Nous croisons nos amis par hasard, Annette me montre les tatouages d’henné qu’elle s’est fait faire sur une main et à une cheville. Jolie mais pas pour moi !
Quelquefois des marocains nous interpellent. Un d’eux dit à Denis en parlant de moi : « tu as fait le bon choix mon ami ! » ou encore, toujours en parlant de moi et en plaisantant : « tu l’échange contre combien de chamelles ? »


Petit resto le soir dans un resto indiqué par un guide, mais ne pouvons pas apprécier ce repas tellement nos estomacs sont surchargés.
Le lendemain nous nous arrêtons à Meknès sous une pluie battante, nous faisons à peine un petit tour dans le souk, nous sommes trempés, frigorifiés, nous prenons le premier train pour Rabat afin de retrouver le confort douillet du bateau.
Fès nous à comblée à travers ses multiples facettes. Nous nous sommes sentis comme des princes dans ce Riad enchanteur, nous voulons rester avec ces images.
Je retrouve avec bonheur Harmonie, j’ai hâte d’être dans notre lit, depuis hier j’ai mal au ventre, est-ce ce que nous avons mangé dans le souk le premier jour, les crudités, ou le dernier thé à la menthe que j’ai bu à Meknès.
Je suis patraque, ce dimanche je me réveille encore plus barbouillée et en milieu de matinée c’est la cata.
Des douleurs atroces me labourent le ventre, où ? Je n’arrive pas à localiser la douleur, elle va crescendo et irradie tout mon corps.
Je prends des médicaments, rien n’y fait, c’est de mal en pis. Je me tords de douleur, Denis ne sais quoi faire pour me venir en aide.

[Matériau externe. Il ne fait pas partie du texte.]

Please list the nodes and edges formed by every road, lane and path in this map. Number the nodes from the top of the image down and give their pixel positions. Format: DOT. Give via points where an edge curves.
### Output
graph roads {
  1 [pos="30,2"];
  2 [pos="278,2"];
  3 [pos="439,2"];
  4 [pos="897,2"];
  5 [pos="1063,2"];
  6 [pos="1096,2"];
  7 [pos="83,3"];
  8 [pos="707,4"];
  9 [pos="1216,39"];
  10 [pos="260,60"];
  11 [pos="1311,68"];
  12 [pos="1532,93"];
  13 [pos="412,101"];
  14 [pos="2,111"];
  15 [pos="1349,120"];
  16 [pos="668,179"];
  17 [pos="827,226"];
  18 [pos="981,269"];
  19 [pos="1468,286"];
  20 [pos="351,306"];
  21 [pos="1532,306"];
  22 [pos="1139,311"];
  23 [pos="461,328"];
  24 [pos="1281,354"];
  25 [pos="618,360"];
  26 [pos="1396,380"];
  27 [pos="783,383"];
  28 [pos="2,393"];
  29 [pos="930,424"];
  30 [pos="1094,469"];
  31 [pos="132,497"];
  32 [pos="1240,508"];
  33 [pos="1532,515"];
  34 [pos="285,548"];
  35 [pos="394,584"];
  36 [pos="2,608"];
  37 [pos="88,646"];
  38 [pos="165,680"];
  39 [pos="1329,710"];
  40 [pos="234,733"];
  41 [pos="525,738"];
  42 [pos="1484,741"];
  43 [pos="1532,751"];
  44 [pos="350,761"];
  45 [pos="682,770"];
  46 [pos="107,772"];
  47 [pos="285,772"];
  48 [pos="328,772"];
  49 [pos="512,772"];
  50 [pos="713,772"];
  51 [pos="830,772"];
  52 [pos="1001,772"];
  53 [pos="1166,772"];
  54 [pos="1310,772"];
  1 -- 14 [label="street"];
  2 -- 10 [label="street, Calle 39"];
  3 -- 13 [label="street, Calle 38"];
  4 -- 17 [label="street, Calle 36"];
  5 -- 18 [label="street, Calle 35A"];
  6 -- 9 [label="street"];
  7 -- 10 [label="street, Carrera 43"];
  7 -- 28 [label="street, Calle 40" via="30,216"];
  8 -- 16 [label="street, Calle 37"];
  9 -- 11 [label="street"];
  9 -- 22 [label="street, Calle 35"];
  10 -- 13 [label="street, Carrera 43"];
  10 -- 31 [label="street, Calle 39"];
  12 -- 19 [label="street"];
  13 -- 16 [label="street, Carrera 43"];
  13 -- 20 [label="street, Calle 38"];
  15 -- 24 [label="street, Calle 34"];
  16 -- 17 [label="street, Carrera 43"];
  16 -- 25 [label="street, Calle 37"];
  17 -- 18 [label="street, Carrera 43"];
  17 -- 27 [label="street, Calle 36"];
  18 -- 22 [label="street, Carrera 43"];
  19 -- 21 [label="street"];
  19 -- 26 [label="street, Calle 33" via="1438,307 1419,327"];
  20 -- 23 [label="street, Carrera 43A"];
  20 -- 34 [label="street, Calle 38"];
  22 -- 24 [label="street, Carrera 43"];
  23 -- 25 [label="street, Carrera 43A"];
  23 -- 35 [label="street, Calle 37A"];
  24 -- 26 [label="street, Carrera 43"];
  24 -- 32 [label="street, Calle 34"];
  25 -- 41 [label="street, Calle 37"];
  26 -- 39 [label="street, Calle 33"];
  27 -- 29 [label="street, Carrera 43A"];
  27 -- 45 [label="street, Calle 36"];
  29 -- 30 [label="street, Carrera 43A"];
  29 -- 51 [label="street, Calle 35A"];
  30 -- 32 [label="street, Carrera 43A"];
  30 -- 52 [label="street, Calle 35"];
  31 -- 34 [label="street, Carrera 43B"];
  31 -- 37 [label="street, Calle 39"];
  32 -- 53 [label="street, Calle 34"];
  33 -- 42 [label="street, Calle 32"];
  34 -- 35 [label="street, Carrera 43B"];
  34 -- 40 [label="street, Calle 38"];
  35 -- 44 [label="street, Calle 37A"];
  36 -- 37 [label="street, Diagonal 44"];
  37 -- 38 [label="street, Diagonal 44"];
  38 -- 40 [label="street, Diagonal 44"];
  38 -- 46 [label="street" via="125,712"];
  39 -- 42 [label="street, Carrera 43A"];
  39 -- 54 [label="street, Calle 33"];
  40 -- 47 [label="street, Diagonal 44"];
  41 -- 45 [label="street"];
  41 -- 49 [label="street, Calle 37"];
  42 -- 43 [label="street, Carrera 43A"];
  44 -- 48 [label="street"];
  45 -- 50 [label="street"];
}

Il faut que cela cesse, Denis court à la marina demander de l’aide.
Très gentiment la responsable de la marina met un chauffeur à notre disposition pour me conduire à la clinique. Ils sont prévenus et m’auscultent aussitôt. Une intraveineuse pour commencer, puis une musculaire car la douleur persiste. Enfin au bout d’un temps qui pour moi paraît une éternité, je sens la bête s’éloigner !
Le médecin veut me garder en observation, je décline cette offre, j’ai trop envie de me retrouver sous ma couette au calme et dormir. Ce n’est qu’une gastro-entérite fulgurante, rien de méchant mais tellement douloureuse.
Courbatue de partout je m’enfonce dans un long sommeil réparateur.